Why Do You Have Trouble Asking For Help?

Life is a struggle for many people. That is the tie that binds all of us together because lets face it; we are all up against something. Most will doubt our sanity from time to time. But the good news is that it is a fact that only sane people doubt their sanity, only insane people are certain of theirs.

Asking for help is difficult for many. There is something in asking for help that makes us feel like we are failures for having to do so. We choose to continue to struggle rather than hurt our pride by reaching out to others. Yet ironically when friends and family ask us for help we usually feel honored to be asked.

The now cancelled ABC series ‘Men in Trees’ once had an inspiring episode with a good lesson to it. It was a legend about a mother who gave her son a special task. There was a very large rock in the middle of the river and she asked him to move the rock out using ALL of his strength. He tried and tried but could not do it by himself. Finally he gave up and asked his mother to help him, and together they moved the rock out of the river.

The boy was very disappointed in himself because he had failed the task he had been given. Then his mother told him she was proud of him because sometimes using ALL your strength, means asking for help. He had actually passed the test.

Reaching out to others for help is difficult at the best of times because we do not want to inconvenience or trouble other people. But the reality is that most people feel special when they are trusted enough to be let into our world of struggles and difficulty. That’s the wonderful thing about family and close friends though; that through the years we usually take turns carrying each other’s load.

Being able to talk to someone about your troubles can begin the process of healing even if there seems to be no immediate solution. You’ve heard it said, a problem shared equals a problem half solved.

The only thing that is worse than asking for help, is not asking for help and then resenting our friends and loved ones for not being mind readers and knowing that we are struggling inside. The one and only way that people are ever going to know what is going on in your head and heart is if you open up and talk to them about it.

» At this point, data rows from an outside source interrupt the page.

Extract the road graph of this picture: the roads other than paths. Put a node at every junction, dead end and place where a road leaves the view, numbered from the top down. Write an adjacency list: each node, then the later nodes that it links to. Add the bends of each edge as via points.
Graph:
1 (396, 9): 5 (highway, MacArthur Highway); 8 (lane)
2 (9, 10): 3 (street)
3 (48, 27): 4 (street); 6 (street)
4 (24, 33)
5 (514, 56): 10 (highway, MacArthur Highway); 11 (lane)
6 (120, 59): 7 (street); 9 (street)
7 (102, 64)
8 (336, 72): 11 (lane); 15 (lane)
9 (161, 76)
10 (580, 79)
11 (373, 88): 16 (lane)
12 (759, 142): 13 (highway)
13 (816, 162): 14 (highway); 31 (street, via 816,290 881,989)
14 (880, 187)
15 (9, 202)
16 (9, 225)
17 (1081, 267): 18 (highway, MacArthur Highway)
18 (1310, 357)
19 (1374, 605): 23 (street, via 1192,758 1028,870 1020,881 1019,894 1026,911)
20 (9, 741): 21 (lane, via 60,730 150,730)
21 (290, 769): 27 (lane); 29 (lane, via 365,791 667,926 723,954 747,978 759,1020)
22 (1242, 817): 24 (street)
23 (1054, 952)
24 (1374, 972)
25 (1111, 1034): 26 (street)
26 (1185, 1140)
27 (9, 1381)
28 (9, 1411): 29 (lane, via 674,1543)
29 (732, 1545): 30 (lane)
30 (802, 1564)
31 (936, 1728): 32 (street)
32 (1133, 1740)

No matter what you are struggling with at this very moment there is always someone safe to talk to. Sometimes it’s our family and friends. Sometimes it’s a counselor, a support group or a medical professional like a nurse or doctor. It all starts with asking for help. Asking for help does not reveal we are weak, but rather it proves our strength.

It is so easy to isolate ourselves from others when we do not share our burdens. The Bible says, “Whoever isolates himself seeks his own desire; they defy all sound judgment.” (Proverbs 18:1)

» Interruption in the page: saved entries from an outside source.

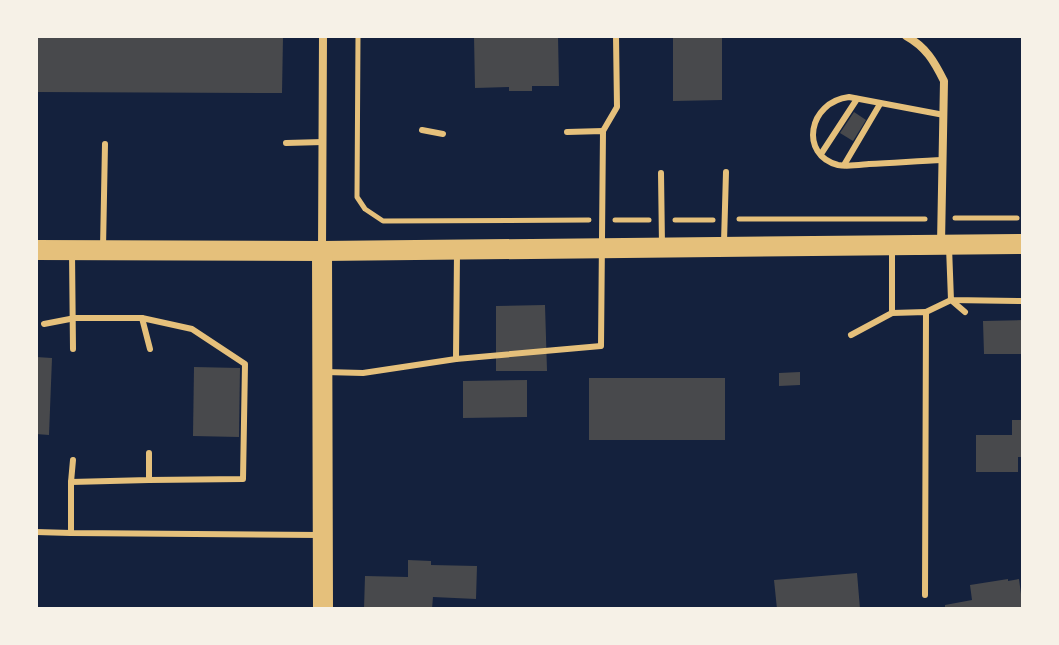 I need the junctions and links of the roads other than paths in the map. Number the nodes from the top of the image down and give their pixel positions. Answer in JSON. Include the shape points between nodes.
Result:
{"nodes":[{"id":1,"x":323,"y":36,"type":"edge"},
{"id":2,"x":616,"y":36,"type":"edge"},
{"id":3,"x":906,"y":36,"type":"edge"},
{"id":4,"x":857,"y":99,"type":"junction"},
{"id":5,"x":880,"y":104,"type":"junction"},
{"id":6,"x":944,"y":115,"type":"junction"},
{"id":7,"x":422,"y":130,"type":"dead end"},
{"id":8,"x":603,"y":131,"type":"junction"},
{"id":9,"x":567,"y":132,"type":"dead end"},
{"id":10,"x":443,"y":134,"type":"dead end"},
{"id":11,"x":323,"y":142,"type":"junction"},
{"id":12,"x":286,"y":143,"type":"dead end"},
{"id":13,"x":105,"y":144,"type":"dead end"},
{"id":14,"x":821,"y":154,"type":"junction"},
{"id":15,"x":943,"y":160,"type":"junction"},
{"id":16,"x":844,"y":165,"type":"junction"},
{"id":17,"x":726,"y":172,"type":"dead end"},
{"id":18,"x":661,"y":173,"type":"dead end"},
{"id":19,"x":892,"y":244,"type":"junction"},
{"id":20,"x":945,"y":244,"type":"junction"},
{"id":21,"x":1023,"y":244,"type":"edge"},
{"id":22,"x":724,"y":246,"type":"junction"},
{"id":23,"x":603,"y":247,"type":"junction"},
{"id":24,"x":662,"y":247,"type":"junction"},
{"id":25,"x":457,"y":249,"type":"junction"},
{"id":26,"x":36,"y":250,"type":"edge"},
{"id":27,"x":72,"y":250,"type":"junction"},
{"id":28,"x":103,"y":250,"type":"junction"},
{"id":29,"x":322,"y":251,"type":"junction"},
{"id":30,"x":951,"y":300,"type":"junction"},
{"id":31,"x":1023,"y":301,"type":"edge"},
{"id":32,"x":926,"y":312,"type":"junction"},
{"id":33,"x":965,"y":312,"type":"dead end"},
{"id":34,"x":892,"y":313,"type":"junction"},
{"id":35,"x":75,"y":318,"type":"junction"},
{"id":36,"x":142,"y":318,"type":"junction"},
{"id":37,"x":44,"y":324,"type":"dead end"},
{"id":38,"x":851,"y":335,"type":"dead end"},
{"id":39,"x":73,"y":349,"type":"dead end"},
{"id":40,"x":150,"y":349,"type":"dead end"},
{"id":41,"x":456,"y":359,"type":"junction"},
{"id":42,"x":322,"y":372,"type":"junction"},
{"id":43,"x":149,"y":453,"type":"dead end"},
{"id":44,"x":73,"y":460,"type":"dead end"},
{"id":45,"x":149,"y":480,"type":"junction"},
{"id":46,"x":71,"y":482,"type":"junction"},
{"id":47,"x":36,"y":532,"type":"edge"},
{"id":48,"x":71,"y":533,"type":"junction"},
{"id":49,"x":323,"y":535,"type":"junction"},
{"id":50,"x":925,"y":595,"type":"dead end"},
{"id":51,"x":323,"y":609,"type":"edge"}],
"edges":[{"from":1,"to":11,"type":"street"},
{"from":2,"to":8,"type":"lane","via":[[617,107]]},
{"from":3,"to":6,"type":"street","via":[[933,58],[944,81]]},
{"from":4,"to":5,"type":"lane"},
{"from":4,"to":14,"type":"lane"},
{"from":4,"to":14,"type":"lane","via":[[838,99],[820,111],[813,133]]},
{"from":5,"to":6,"type":"lane"},
{"from":5,"to":16,"type":"lane"},
{"from":6,"to":15,"type":"street"},
{"from":7,"to":10,"type":"lane"},
{"from":8,"to":9,"type":"lane"},
{"from":8,"to":23,"type":"lane"},
{"from":11,"to":12,"type":"lane"},
{"from":11,"to":29,"type":"street"},
{"from":13,"to":28,"type":"lane"},
{"from":14,"to":16,"type":"lane"},
{"from":15,"to":16,"type":"lane"},
{"from":15,"to":20,"type":"street"},
{"from":17,"to":22,"type":"lane"},
{"from":18,"to":24,"type":"lane"},
{"from":19,"to":20,"type":"main road"},
{"from":19,"to":22,"type":"main road"},
{"from":19,"to":34,"type":"lane"},
{"from":20,"to":21,"type":"main road"},
{"from":20,"to":30,"type":"lane"},
{"from":22,"to":24,"type":"main road"},
{"from":23,"to":24,"type":"main road"},
{"from":23,"to":25,"type":"main road"},
{"from":23,"to":41,"type":"lane","via":[[601,346]]},
{"from":25,"to":29,"type":"main road"},
{"from":25,"to":41,"type":"lane"},
{"from":26,"to":27,"type":"main road"},
{"from":27,"to":28,"type":"main road"},
{"from":27,"to":35,"type":"lane"},
{"from":28,"to":29,"type":"main road"},
{"from":29,"to":42,"type":"main road"},
{"from":30,"to":31,"type":"lane"},
{"from":30,"to":32,"type":"lane"},
{"from":30,"to":33,"type":"lane"},
{"from":32,"to":34,"type":"lane"},
{"from":32,"to":50,"type":"lane"},
{"from":34,"to":38,"type":"lane"},
{"from":35,"to":36,"type":"lane"},
{"from":35,"to":37,"type":"lane"},
{"from":35,"to":39,"type":"lane"},
{"from":36,"to":40,"type":"lane"},
{"from":36,"to":45,"type":"lane","via":[[192,329],[245,364],[243,479]]},
{"from":41,"to":42,"type":"lane","via":[[363,373]]},
{"from":42,"to":49,"type":"main road"},
{"from":43,"to":45,"type":"lane"},
{"from":44,"to":46,"type":"lane"},
{"from":45,"to":46,"type":"lane"},
{"from":46,"to":48,"type":"lane"},
{"from":47,"to":48,"type":"lane"},
{"from":48,"to":49,"type":"lane"},
{"from":49,"to":51,"type":"main road"}]}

We all need a little help to sort things out at times. And when someone does ask us for help we need to be honest with them about how we see things. They say to be a completely balanced person everyone needs at least one person in their life who will be completely honest with them. It is hard to own our own shortcomings but everybody has them. Advice is such a funny thing. When we give it to others it’s advice, but when others give it to us it’s often seen as interference.

Having a certain kind of pride is a very good thing. But having too much pride will cost you a lot of relationships in the long run. Needing other people is what makes us human. So, if you are feeling down or you’ve isolated yourself then reach out to someone in your corner of the world. I believe the support and understanding you need is there for the asking. No one ever needs to be alone in his or her struggles.

Jesus said, I will never leave you or forsake you. I believe He always has someone close by to help you in your time of trouble.

Blessed are they who can give without remembering and take without forgetting.